From 1965 to 1967, Dolce majored in architecture at Ohio University. While there he formed several bands, including country rock act Headstone Circus, who released the album Please Tell a Friend in 1968. One member, Jonathan Edwards, had a US hit with Sunshine in 1971.

By 1974, Dolce was performing a mix of poetry and rock along the US east coast. Four years later he relocated to Melbourne, Victoria in Australia. His first single, in 1979, was Boat People, a protest song about the poor treatment of the growing community of Vietnamese refugees in the city.

That same year saw the formation of Joe Dolce Music Theatre. This revue toured cabarets and pubs with various line-ups, including Dolce playing a character he called Guiseppe. Among the songs he performed was Shaddap You Face, based on his memories of childhood (‘Just about the eighth grade’), where parents and grandparents would often speak in broken English. Audiences loved the story of Guiseppe and his dreams of stardom, answering his bossy mum back with the song’s title. So much so in fact, that drunken crowds began cheering ‘Heh” inbetween each chorus line.

Shaddap You Face was recorded and released in late 1980 by Australian musician Mike Brady’s label Full Moon Records, who correctly predicted a monster hit.

Review

My opinion on Shaddap You Face is divided. Clearly, we’re not talking about high art here. Dolce’s one-hit wonder is catchy to the point of extreme irritation. The over-the-top Italian-American accent is annoying and highly cliched, annoyingly shifting between spoken word and singing, and the tune is simplistic in the extreme, never shifting a gear. In a pop climate that was about to erupt with Adam and the Ants and the New Romantics, Shaddap You Face belongs in the 70s along with other novelty number 1s like Kung Fu Fighting (which is highly superior). It’s also a good example of the UK’s obsession with distilling an entire country and its culture into a silly song. So no wonder it was huge here.

However, Dolce is rather charming, so it’s also simultaneously hard to dislike, too. The accordion adds a nice touch of authenticity, and the story the song tells is rather sweet. Grown-ups doubt loved the breezy, infectious tune, while children relished the chance of shouting ‘Ah, shaddap you face’ to their parents.

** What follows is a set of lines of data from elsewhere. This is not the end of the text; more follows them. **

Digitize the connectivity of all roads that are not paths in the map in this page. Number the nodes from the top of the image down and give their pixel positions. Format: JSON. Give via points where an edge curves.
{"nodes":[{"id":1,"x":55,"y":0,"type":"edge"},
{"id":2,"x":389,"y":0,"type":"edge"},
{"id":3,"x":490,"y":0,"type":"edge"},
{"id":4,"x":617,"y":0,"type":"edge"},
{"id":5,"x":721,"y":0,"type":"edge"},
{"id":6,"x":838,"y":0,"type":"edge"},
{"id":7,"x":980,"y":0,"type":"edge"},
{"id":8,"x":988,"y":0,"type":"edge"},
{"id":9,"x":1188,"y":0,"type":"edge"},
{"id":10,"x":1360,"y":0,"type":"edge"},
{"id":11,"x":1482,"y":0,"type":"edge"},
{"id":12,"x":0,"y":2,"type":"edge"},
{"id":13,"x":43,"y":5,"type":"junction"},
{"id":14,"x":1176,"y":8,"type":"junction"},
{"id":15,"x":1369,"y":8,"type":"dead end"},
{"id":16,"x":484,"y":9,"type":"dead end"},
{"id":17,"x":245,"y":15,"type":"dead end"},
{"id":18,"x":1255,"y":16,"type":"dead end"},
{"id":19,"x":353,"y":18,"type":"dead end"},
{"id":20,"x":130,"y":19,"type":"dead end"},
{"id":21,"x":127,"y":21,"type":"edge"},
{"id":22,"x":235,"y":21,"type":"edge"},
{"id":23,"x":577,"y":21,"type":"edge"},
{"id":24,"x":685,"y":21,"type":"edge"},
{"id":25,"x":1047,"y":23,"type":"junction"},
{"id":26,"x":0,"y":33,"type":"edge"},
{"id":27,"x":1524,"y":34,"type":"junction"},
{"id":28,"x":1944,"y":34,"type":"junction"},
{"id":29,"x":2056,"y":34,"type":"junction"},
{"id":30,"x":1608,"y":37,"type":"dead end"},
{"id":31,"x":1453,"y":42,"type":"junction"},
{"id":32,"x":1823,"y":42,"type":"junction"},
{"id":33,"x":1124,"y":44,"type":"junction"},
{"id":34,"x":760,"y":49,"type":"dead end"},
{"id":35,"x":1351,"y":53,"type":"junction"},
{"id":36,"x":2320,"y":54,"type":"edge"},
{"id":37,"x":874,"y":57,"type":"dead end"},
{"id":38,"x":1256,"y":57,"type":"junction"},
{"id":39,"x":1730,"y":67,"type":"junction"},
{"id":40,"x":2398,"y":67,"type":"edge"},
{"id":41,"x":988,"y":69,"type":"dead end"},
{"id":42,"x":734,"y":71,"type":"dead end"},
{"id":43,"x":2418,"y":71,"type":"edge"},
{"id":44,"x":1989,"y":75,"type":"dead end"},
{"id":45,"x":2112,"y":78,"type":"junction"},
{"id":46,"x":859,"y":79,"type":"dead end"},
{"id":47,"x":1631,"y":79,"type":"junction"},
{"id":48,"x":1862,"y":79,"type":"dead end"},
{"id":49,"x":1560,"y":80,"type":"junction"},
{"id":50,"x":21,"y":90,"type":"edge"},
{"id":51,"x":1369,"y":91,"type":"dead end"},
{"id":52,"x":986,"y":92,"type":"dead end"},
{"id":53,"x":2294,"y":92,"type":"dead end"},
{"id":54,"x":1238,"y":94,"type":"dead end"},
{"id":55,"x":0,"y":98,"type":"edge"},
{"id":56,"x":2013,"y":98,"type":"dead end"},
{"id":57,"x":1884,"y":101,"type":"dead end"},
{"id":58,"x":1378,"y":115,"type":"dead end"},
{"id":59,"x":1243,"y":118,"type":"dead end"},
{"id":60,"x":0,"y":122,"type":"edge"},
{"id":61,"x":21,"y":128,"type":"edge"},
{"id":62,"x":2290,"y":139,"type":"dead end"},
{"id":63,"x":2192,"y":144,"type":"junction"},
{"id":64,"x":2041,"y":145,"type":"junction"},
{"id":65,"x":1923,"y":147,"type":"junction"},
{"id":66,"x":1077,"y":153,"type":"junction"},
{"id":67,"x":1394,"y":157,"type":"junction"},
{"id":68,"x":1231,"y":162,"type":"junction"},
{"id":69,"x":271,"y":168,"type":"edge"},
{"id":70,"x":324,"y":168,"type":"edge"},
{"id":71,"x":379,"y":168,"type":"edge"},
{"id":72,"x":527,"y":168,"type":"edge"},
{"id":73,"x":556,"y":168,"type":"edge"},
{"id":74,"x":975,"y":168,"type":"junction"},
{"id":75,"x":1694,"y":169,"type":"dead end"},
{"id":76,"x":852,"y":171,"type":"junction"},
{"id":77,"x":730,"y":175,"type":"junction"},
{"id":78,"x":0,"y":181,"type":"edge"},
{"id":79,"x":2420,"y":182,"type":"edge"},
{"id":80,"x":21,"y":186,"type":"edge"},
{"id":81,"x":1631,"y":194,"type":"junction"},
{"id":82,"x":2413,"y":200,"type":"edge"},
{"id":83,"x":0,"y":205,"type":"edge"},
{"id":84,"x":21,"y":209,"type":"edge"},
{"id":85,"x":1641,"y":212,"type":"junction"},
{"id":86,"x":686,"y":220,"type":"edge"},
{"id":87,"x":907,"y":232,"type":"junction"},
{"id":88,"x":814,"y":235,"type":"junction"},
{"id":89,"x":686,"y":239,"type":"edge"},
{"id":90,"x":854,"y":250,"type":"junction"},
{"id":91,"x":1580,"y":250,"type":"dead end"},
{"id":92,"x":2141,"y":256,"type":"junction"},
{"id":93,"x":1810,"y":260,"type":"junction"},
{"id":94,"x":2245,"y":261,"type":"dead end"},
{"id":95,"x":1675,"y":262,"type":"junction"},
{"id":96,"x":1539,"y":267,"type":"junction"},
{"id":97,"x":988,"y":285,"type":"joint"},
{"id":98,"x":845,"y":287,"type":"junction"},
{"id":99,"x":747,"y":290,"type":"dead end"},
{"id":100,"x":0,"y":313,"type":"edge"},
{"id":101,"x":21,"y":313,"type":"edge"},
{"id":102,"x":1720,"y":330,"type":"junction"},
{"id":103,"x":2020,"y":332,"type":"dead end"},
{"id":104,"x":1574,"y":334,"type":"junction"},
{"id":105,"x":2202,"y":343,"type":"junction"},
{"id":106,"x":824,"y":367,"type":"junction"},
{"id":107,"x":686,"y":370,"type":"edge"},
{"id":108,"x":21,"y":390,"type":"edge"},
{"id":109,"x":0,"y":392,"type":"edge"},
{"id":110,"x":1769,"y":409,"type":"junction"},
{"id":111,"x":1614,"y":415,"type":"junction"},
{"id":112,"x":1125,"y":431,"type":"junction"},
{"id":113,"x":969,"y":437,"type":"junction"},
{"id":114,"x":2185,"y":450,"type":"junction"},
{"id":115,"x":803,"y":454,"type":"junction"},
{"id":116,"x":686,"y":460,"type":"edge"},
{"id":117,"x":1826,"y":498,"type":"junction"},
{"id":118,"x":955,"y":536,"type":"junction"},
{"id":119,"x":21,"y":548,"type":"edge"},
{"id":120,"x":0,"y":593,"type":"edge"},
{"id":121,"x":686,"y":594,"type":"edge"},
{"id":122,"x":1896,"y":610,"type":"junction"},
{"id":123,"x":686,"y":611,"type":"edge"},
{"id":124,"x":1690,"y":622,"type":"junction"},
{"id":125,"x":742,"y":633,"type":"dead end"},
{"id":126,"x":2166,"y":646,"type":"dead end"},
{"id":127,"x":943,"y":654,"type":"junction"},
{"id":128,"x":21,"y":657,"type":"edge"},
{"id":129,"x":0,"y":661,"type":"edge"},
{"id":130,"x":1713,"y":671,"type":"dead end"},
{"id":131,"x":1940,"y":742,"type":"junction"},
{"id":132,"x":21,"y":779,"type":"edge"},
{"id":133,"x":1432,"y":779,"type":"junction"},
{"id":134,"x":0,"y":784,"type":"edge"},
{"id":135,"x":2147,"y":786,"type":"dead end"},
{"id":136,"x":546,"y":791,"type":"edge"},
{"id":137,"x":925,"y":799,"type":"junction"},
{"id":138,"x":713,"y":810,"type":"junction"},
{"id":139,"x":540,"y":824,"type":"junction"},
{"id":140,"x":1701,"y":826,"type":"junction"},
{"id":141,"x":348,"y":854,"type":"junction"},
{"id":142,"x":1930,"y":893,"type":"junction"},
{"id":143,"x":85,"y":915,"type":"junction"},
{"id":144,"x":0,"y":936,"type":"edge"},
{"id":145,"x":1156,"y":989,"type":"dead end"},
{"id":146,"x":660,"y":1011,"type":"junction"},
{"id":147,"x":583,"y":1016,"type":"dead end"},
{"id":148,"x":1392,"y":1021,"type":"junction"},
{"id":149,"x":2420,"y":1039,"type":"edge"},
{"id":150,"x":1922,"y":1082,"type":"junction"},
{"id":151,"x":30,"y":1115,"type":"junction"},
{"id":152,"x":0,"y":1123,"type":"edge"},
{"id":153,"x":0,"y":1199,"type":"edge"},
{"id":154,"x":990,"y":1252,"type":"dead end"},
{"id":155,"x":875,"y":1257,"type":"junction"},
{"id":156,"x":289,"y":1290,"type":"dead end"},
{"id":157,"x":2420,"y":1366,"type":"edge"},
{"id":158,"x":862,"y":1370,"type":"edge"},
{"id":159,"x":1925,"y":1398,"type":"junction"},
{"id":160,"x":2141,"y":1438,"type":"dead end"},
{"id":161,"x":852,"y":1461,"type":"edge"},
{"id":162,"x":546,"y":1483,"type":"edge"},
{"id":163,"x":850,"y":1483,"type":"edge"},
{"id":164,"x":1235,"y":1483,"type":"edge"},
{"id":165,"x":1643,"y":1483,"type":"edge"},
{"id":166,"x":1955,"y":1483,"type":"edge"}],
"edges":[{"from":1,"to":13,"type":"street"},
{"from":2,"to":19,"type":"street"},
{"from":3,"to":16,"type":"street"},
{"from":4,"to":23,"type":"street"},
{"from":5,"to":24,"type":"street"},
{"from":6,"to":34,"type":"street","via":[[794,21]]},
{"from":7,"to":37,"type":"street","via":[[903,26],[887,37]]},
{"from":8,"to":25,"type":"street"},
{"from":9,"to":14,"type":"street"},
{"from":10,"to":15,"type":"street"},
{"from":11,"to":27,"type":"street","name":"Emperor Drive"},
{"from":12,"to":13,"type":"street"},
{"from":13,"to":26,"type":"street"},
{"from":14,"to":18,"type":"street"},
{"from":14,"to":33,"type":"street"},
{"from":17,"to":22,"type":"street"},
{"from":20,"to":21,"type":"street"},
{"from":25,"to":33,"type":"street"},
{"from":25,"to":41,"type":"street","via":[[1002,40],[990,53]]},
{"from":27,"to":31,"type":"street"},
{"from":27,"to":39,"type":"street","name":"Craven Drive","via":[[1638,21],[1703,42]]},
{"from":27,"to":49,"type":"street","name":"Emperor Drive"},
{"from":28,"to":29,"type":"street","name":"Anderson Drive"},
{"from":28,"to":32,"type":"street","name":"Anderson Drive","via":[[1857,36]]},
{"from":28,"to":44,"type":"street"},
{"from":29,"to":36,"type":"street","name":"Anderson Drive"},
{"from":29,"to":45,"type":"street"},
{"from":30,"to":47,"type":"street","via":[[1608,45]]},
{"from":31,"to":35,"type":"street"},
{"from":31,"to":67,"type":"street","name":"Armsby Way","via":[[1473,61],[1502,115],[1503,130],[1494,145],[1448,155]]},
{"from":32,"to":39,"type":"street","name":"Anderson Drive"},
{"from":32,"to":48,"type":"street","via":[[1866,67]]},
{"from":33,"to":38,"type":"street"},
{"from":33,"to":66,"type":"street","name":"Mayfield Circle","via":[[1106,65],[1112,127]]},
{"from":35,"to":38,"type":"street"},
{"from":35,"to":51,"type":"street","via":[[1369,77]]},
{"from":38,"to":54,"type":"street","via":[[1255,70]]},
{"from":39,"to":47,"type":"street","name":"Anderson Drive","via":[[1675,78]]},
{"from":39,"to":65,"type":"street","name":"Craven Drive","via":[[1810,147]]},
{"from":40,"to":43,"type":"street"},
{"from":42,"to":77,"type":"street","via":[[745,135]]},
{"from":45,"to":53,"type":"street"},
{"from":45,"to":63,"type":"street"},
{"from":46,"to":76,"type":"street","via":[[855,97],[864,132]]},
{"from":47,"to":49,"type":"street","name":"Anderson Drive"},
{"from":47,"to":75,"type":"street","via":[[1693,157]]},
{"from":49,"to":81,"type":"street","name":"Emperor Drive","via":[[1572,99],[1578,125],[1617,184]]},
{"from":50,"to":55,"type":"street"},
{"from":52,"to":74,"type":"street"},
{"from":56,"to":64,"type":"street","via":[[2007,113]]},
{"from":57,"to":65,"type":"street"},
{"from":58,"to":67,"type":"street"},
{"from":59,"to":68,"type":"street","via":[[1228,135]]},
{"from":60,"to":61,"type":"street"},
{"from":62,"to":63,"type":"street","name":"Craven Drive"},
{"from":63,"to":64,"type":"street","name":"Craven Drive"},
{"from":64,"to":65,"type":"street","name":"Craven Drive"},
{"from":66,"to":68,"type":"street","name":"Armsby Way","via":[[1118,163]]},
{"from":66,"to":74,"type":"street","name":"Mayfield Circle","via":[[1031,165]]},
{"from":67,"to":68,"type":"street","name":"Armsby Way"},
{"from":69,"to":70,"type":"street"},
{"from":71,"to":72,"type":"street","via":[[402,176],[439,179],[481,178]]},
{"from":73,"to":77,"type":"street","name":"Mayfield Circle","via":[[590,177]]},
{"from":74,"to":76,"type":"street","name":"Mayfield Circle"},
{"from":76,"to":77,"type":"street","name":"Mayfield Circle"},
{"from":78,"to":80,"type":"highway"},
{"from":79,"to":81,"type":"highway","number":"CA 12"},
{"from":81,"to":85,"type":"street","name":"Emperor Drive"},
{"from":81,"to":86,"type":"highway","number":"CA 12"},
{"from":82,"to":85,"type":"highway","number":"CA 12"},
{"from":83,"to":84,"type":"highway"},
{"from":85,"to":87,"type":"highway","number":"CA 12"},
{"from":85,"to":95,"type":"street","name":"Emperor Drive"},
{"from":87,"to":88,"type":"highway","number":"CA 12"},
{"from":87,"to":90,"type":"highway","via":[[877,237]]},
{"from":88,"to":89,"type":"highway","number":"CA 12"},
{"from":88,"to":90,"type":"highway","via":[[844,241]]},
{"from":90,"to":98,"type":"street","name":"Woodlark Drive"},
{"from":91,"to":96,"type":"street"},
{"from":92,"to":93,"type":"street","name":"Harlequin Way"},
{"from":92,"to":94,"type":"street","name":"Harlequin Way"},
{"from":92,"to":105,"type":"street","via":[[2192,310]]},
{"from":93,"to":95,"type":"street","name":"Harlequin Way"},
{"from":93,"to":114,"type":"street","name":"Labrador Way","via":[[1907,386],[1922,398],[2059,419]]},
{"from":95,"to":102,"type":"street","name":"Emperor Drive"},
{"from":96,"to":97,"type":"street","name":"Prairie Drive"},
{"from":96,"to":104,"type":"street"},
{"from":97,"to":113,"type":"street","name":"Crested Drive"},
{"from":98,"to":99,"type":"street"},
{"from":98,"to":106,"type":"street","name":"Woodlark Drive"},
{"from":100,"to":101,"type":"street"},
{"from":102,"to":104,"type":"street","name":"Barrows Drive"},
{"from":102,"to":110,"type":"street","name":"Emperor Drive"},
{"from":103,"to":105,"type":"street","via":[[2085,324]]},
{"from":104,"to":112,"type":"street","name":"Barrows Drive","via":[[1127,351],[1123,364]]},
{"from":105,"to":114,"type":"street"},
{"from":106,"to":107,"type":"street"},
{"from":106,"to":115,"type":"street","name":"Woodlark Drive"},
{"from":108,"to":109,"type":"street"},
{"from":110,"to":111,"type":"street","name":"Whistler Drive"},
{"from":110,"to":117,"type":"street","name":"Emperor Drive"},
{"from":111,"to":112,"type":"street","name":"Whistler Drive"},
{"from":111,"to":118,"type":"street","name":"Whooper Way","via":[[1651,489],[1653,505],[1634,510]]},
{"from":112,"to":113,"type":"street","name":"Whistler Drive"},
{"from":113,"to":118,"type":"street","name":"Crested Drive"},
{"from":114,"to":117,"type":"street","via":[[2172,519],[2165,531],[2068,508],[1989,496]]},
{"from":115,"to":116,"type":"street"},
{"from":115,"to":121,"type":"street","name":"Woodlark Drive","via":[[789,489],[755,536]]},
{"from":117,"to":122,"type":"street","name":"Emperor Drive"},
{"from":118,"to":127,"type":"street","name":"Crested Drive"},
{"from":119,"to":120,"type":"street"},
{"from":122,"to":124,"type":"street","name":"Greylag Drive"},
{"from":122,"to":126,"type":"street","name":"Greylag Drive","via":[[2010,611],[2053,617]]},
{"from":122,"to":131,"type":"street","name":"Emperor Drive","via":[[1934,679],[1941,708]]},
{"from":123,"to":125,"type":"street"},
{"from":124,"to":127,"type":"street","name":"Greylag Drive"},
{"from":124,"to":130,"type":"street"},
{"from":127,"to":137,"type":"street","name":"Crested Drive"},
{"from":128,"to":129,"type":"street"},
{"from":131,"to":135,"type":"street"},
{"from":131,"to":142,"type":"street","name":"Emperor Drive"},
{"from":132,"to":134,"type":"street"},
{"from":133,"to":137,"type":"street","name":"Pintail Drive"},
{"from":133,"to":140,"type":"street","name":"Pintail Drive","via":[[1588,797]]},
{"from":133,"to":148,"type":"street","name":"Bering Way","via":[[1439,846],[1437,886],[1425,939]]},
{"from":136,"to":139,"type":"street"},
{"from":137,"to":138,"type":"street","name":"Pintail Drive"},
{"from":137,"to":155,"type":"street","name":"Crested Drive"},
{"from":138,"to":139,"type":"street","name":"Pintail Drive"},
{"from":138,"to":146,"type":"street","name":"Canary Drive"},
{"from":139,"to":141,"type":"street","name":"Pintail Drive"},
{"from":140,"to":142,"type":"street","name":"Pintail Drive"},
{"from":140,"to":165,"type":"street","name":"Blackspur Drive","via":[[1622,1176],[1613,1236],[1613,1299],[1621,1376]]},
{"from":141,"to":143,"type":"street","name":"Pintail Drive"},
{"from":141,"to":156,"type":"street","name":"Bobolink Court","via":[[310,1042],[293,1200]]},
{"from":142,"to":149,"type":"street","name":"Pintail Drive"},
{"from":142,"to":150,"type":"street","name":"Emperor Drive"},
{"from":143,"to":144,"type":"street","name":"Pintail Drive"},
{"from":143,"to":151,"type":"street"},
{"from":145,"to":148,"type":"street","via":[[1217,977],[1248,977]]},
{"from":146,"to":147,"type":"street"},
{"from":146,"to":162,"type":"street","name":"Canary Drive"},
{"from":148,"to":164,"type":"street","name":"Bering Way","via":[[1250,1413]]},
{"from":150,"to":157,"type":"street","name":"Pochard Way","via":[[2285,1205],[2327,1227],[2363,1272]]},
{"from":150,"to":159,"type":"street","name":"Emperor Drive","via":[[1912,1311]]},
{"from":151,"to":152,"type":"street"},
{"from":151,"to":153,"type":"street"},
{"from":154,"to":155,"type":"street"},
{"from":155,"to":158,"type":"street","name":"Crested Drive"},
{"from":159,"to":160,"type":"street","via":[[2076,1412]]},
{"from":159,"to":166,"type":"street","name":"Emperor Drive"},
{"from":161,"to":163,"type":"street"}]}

As novelty number 1s go, there’s much worse out there – and how many feature an accordion solo?

The official video is filmed in a smoky club full of nonplussed people, until the end, when Dolce successfully urges the audience to shout ‘Heh’, until a weird guy in sunglasses brings proceedings to a sudden halt by throwing a pizza at the singer.

After

Shaddap You Face was massive, becoming number 1 in the UK and 11 other countries – though, perhaps surprisingly, not in the US. Whether deliberate or not, beloved DJ Terry Wogan played a part in the UK success by spinning the record on his show, proclaiming it to be the worst thing he’d ever heard. Bit rich, when you consider The Floral Dance. It kept Ultravox’s Vienna from number 1 in the UK, and became Australia’s best-selling single ever, ironically usurping Up There Cazaly by Brady.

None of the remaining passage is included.